Tradycją naszego Domu stało się, że w Uroczystość Objawienia Pańskiego, Mieszkańców ZDPS nawiedzają tajemniczy goście z dalekiego wschodu. I w tym roku Siostry z naszej wspólnoty wcieliły się w rolę trzech mędrców: Kacper, Melchior i Baltazar odwiedzili wszystkich i z kolędą na ustach ogłaszali, że Jezus – nasz Zbawiciel narodził się w Betlejem.
Przyszła do nas
Miłość, Delikatność, Życie,
Odkupienie, Nadzieja, Radość.
Przyszedł do człowieka
On sam – Stwórca
Czemu? – pytasz
Oto tajemnica
Oto Miłość.
Witaj Jezu – piękne Dziecię
Drogi naszej Zbawicielu
Cichy, uśmiechnięty
w Miłość Matki otulony
Patrzysz w głębie mego serca i pytasz:
„Czy wystarczy Ci odwagi i przyjmiesz moją Miłość? Moje Słowo, moje myśli, moje czyny?”
Dziecię Jezus – ufam Tobie
Wierzę w Ciebie
Kocham Ciebie!
Radości ze spotkania było co nie miara. W godzinach przedpołudniowych nasi mili goście obdarowali wszystkich słodkościami i z uśmiechem na twarzach oraz radosnym śpiewem przeszli wszystkie oddziały sprawiając wiele, wiele radości.
Po południu, od godziny 14 w naszej wspólnocie zakonnej rozpoczęła się wizyta duszpasterska.

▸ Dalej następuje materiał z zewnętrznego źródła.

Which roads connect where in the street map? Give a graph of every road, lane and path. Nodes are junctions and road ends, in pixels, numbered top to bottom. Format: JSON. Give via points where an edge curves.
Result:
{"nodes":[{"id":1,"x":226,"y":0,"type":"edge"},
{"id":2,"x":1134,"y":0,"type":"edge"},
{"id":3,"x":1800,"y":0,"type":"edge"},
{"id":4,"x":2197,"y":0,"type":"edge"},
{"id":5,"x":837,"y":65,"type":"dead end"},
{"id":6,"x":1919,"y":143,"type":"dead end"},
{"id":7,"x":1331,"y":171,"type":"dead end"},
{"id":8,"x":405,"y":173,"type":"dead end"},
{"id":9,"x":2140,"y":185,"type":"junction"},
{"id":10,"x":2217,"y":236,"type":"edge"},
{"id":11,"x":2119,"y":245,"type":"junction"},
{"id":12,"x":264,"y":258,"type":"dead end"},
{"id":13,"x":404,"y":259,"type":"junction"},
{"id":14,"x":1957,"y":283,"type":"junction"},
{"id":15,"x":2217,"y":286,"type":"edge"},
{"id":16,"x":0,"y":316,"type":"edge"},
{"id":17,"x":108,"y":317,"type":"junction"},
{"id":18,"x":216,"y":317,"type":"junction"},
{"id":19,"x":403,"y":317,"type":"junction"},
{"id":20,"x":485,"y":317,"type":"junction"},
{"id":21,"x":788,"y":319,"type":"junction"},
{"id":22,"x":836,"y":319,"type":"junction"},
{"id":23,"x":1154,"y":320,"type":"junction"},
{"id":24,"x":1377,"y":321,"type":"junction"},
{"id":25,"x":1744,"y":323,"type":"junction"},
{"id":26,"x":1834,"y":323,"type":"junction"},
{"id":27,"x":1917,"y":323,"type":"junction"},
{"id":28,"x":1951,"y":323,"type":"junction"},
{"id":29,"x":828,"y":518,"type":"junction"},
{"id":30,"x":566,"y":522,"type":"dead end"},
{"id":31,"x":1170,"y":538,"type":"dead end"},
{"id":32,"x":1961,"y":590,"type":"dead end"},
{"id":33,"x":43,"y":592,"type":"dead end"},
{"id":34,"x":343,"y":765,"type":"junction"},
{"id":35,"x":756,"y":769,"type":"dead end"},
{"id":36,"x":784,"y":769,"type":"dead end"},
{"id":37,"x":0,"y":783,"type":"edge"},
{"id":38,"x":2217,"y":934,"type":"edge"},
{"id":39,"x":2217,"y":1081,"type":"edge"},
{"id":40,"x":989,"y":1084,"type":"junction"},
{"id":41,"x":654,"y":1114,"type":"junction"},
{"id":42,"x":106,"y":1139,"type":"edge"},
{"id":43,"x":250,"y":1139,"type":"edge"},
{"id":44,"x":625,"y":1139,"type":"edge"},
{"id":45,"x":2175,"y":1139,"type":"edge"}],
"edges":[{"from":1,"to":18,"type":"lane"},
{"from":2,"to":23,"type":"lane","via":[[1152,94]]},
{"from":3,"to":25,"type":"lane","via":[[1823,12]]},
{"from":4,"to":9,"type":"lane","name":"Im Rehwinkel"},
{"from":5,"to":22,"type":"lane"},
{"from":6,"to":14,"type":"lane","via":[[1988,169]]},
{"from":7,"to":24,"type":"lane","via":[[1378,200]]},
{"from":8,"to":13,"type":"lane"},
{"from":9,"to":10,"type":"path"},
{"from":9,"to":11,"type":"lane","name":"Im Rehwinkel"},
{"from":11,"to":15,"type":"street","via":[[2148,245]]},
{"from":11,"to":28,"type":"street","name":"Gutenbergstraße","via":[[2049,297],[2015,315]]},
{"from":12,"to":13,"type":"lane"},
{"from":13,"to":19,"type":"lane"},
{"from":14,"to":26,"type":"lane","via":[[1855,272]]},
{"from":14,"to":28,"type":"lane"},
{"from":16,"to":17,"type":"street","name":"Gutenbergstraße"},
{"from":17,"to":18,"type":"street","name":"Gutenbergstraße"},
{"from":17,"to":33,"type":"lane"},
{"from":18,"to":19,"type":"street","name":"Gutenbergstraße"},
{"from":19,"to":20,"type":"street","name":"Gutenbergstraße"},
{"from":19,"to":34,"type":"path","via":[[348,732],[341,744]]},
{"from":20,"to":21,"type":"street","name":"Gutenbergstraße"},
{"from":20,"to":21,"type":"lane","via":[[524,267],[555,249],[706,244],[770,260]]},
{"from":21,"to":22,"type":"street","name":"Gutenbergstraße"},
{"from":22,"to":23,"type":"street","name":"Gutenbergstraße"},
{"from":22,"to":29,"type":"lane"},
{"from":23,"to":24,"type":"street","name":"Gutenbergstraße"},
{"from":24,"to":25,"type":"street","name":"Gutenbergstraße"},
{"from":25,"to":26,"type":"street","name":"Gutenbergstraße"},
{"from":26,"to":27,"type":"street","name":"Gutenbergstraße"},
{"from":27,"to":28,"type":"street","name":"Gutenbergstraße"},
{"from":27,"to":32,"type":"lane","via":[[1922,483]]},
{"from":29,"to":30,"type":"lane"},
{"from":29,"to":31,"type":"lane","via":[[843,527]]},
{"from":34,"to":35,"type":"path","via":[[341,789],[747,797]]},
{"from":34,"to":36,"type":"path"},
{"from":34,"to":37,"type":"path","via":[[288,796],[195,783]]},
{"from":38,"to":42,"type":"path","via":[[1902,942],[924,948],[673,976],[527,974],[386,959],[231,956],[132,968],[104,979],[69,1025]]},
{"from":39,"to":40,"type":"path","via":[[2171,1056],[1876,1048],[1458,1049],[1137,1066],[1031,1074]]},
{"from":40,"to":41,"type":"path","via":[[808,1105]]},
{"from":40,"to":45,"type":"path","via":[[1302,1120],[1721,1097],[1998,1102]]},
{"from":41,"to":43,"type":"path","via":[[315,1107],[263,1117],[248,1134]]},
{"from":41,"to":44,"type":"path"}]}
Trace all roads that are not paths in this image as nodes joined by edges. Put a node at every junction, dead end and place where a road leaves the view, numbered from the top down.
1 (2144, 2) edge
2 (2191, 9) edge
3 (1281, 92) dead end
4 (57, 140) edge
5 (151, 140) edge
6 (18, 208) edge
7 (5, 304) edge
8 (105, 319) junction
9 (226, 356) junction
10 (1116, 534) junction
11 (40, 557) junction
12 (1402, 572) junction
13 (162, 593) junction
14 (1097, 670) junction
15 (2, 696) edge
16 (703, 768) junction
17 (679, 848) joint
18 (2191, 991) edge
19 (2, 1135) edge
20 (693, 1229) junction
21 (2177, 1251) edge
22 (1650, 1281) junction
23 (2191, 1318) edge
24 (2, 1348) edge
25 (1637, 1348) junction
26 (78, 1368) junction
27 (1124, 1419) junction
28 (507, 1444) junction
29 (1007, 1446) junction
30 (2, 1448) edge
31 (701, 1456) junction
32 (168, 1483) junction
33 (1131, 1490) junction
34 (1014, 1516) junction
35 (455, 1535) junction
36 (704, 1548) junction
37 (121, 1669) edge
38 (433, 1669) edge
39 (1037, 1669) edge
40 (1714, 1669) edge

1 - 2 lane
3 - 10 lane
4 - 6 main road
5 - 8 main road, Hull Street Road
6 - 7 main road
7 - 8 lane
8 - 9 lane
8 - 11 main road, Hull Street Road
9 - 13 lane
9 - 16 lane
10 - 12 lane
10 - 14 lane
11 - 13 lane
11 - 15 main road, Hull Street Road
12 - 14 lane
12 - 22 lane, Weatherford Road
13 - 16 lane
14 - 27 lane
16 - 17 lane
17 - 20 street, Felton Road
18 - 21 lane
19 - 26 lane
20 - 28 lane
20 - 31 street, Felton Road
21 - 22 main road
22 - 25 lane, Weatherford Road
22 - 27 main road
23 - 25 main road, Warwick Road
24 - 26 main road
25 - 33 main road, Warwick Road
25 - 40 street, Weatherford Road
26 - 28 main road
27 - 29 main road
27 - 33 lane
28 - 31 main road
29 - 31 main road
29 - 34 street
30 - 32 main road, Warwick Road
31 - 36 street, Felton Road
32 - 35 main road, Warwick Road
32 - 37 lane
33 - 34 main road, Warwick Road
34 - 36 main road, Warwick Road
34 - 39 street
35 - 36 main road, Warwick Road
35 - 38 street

Ksiądz Kapelan tzw. kolędę, rozpoczął w obecności Siostry Przełożonej i całej wspólnoty w sali rekreacyjnej modlitwą o błogosławieństwo dla całego naszego Domu i wszystkich Sióstr. Później śpiewając kolędy odwiedziliśmy z radością cały Dom, a ksiądz Kapelan błogosławił i modlił się za całą naszą Wspólnotę. Aby tradycji stało się zadość, wieczorem podczas wspólnej rekreacji nie mogło zabraknąć naszych niezwykłych gości z dalekiego wschodu. Swoją obecnością zaszczyciła nas również para królewska: królowa Estera i król Dawid. Kacper, Melchior i Baltazar – jak przystało na Trzech króli – przywieźli ze sobą dary. Każda z Sióstr otrzymała coś dla ducha, ale również dla pokrzepienia ciała. Nie można też nie wspomnieć o sympatycznych dwóch żołnierzach: sierżancie Dyzmie i szeregowcu Dętce, którzy w pełnej krasie przedstawili się nam w zabawnym skeczu. Śmiechu było co nie miara. Radość spotkania i wspólna zabawa udzielała się każdemu. Na koniec mogłyśmy podziwiać talent Siostry Małgorzaty Jasek, która zaprezentowała zabawny monolog i odśpiewała niepowtarzalnie połączoną wiązankę różnych piosenek biesiadnych.
Cały dzień był bardzo bogaty i obfitował w wiele wrażeń. Począwszy od odwiedzin tajemniczych gości przez wizytę duszpasterską, skończywszy na wspólnym radosnym spotkaniu.
Za wszystko, czego dane nam było doświadczyć, za radość, którą mogłyśmy sprawić drugiemu człowiekowi i sobie samym, za dar wspólnoty – Bogu niech będą dzięki.